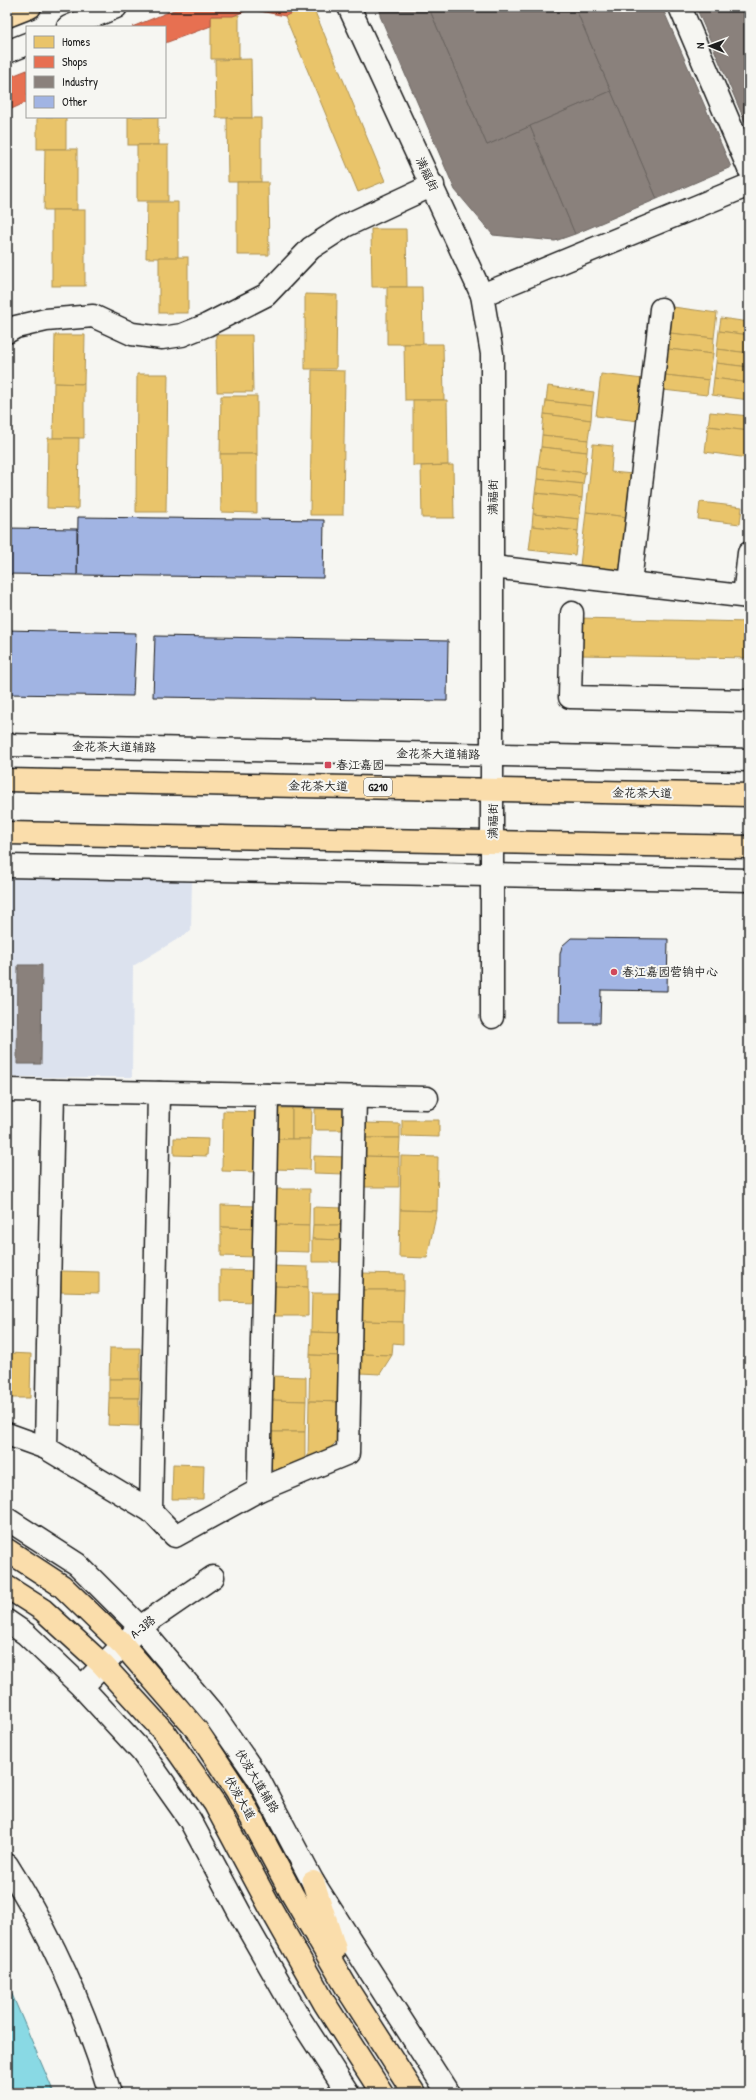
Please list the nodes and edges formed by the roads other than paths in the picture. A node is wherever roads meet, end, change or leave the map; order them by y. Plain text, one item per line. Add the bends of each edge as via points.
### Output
1 (30, 7) edge
2 (116, 7) edge
3 (349, 7) edge
4 (680, 7) edge
5 (7, 16) edge
6 (70, 26) edge
7 (26, 44) edge
8 (7, 52) edge
9 (749, 169) edge
10 (433, 185) junction
11 (749, 185) edge
12 (482, 295) junction
13 (662, 309) dead end
14 (7, 332) edge
15 (749, 553) edge
16 (493, 567) junction
17 (630, 583) junction
18 (746, 596) edge
19 (572, 613) dead end
20 (749, 701) edge
21 (7, 745) edge
22 (493, 755) junction
23 (749, 760) edge
24 (7, 780) edge
25 (493, 790) junction
26 (749, 795) edge
27 (7, 832) edge
28 (493, 842) junction
29 (749, 847) edge
30 (7, 866) edge
31 (493, 876) junction
32 (749, 880) edge
33 (492, 1017) dead end
34 (7, 1090) edge
35 (53, 1091) junction
36 (159, 1093) junction
37 (267, 1095) junction
38 (355, 1097) junction
39 (427, 1098) dead end
40 (7, 1434) edge
41 (46, 1448) junction
42 (260, 1490) junction
43 (151, 1511) junction
44 (7, 1519) edge
45 (7, 1550) edge
46 (213, 1577) dead end
47 (7, 1586) edge
48 (7, 1621) edge
49 (140, 1627) junction
50 (122, 1645) junction
51 (103, 1666) junction
52 (82, 1687) junction
53 (7, 1865) edge
54 (313, 1882) junction
55 (348, 1990) junction
56 (110, 2093) edge
57 (348, 2093) edge
58 (382, 2093) edge
59 (414, 2093) edge
60 (448, 2093) edge

1 - 5 main road
2 - 6 street
3 - 10 street, 满福街
4 - 9 street
7 - 8 street
10 - 12 street, 满福街
10 - 14 street via 345,226 311,248 266,295 182,335 162,338 132,334 93,316 46,320 16,327
11 - 12 street
12 - 16 street, 满福街 via 492,354
13 - 17 street
15 - 18 street
16 - 17 street
16 - 22 street, 满福街
17 - 18 street
19 - 20 street via 570,697
21 - 22 street, 金花茶大道辅路
22 - 23 street, 金花茶大道辅路
22 - 25 street, 满福街
24 - 25 main road, 金花茶大道 / G210
25 - 26 main road, 金花茶大道 / G210
25 - 28 street, 满福街
27 - 28 main road
28 - 29 main road
28 - 31 street, 满福街
30 - 31 street
31 - 32 street
31 - 33 street, 满福街
34 - 35 street
35 - 36 street
35 - 41 street
36 - 37 street
36 - 43 street
37 - 38 street
37 - 42 street
38 - 39 street
38 - 42 street via 348,1453
40 - 41 street
41 - 43 street
42 - 43 street via 175,1536
44 - 49 street, 伏波大道辅路 via 77,1564
45 - 50 main road, 伏波大道 via 62,1586
46 - 49 street, A-3路
47 - 51 main road via 43,1610
48 - 52 street via 26,1634
49 - 50 street, A-3路
49 - 54 street, 伏波大道辅路 via 203,1700 254,1772
50 - 51 street, A-3路
50 - 55 main road, 伏波大道 via 185,1716 237,1791 292,1894
51 - 52 street, A-3路
51 - 58 main road via 165,1733 214,1804 325,2004
52 - 57 street via 142,1752 190,1820 300,2019
53 - 56 street via 45,1930 66,1974 88,2026
54 - 55 main road
54 - 60 street, 伏波大道辅路
55 - 59 main road, 伏波大道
···
REQUIRED ACTION: Retype each line above precisely, please. Skip anything that is a picture.

YOUR SOLUTION:
Please list the nodes and edges formed by the roads other than paths in the picture. A node is wherever roads meet, end, change or leave the map; order them by y. Plain text, one item per line. Add the bends of each edge as via points.
### Output
1 (30, 7) edge
2 (116, 7) edge
3 (349, 7) edge
4 (680, 7) edge
5 (7, 16) edge
6 (70, 26) edge
7 (26, 44) edge
8 (7, 52) edge
9 (749, 169) edge
10 (433, 185) junction
11 (749, 185) edge
12 (482, 295) junction
13 (662, 309) dead end
14 (7, 332) edge
15 (749, 553) edge
16 (493, 567) junction
17 (630, 583) junction
18 (746, 596) edge
19 (572, 613) dead end
20 (749, 701) edge
21 (7, 745) edge
22 (493, 755) junction
23 (749, 760) edge
24 (7, 780) edge
25 (493, 790) junction
26 (749, 795) edge
27 (7, 832) edge
28 (493, 842) junction
29 (749, 847) edge
30 (7, 866) edge
31 (493, 876) junction
32 (749, 880) edge
33 (492, 1017) dead end
34 (7, 1090) edge
35 (53, 1091) junction
36 (159, 1093) junction
37 (267, 1095) junction
38 (355, 1097) junction
39 (427, 1098) dead end
40 (7, 1434) edge
41 (46, 1448) junction
42 (260, 1490) junction
43 (151, 1511) junction
44 (7, 1519) edge
45 (7, 1550) edge
46 (213, 1577) dead end
47 (7, 1586) edge
48 (7, 1621) edge
49 (140, 1627) junction
50 (122, 1645) junction
51 (103, 1666) junction
52 (82, 1687) junction
53 (7, 1865) edge
54 (313, 1882) junction
55 (348, 1990) junction
56 (110, 2093) edge
57 (348, 2093) edge
58 (382, 2093) edge
59 (414, 2093) edge
60 (448, 2093) edge

1 - 5 main road
2 - 6 street
3 - 10 street, 满福街
4 - 9 street
7 - 8 street
10 - 12 street, 满福街
10 - 14 street via 345,226 311,248 266,295 182,335 162,338 132,334 93,316 46,320 16,327
11 - 12 street
12 - 16 street, 满福街 via 492,354
13 - 17 street
15 - 18 street
16 - 17 street
16 - 22 street, 满福街
17 - 18 street
19 - 20 street via 570,697
21 - 22 street, 金花茶大道辅路
22 - 23 street, 金花茶大道辅路
22 - 25 street, 满福街
24 - 25 main road, 金花茶大道 / G210
25 - 26 main road, 金花茶大道 / G210
25 - 28 street, 满福街
27 - 28 main road
28 - 29 main road
28 - 31 street, 满福街
30 - 31 street
31 - 32 street
31 - 33 street, 满福街
34 - 35 street
35 - 36 street
35 - 41 street
36 - 37 street
36 - 43 street
37 - 38 street
37 - 42 street
38 - 39 street
38 - 42 street via 348,1453
40 - 41 street
41 - 43 street
42 - 43 street via 175,1536
44 - 49 street, 伏波大道辅路 via 77,1564
45 - 50 main road, 伏波大道 via 62,1586
46 - 49 street, A-3路
47 - 51 main road via 43,1610
48 - 52 street via 26,1634
49 - 50 street, A-3路
49 - 54 street, 伏波大道辅路 via 203,1700 254,1772
50 - 51 street, A-3路
50 - 55 main road, 伏波大道 via 185,1716 237,1791 292,1894
51 - 52 street, A-3路
51 - 58 main road via 165,1733 214,1804 325,2004
52 - 57 street via 142,1752 190,1820 300,2019
53 - 56 street via 45,1930 66,1974 88,2026
54 - 55 main road
54 - 60 street, 伏波大道辅路
55 - 59 main road, 伏波大道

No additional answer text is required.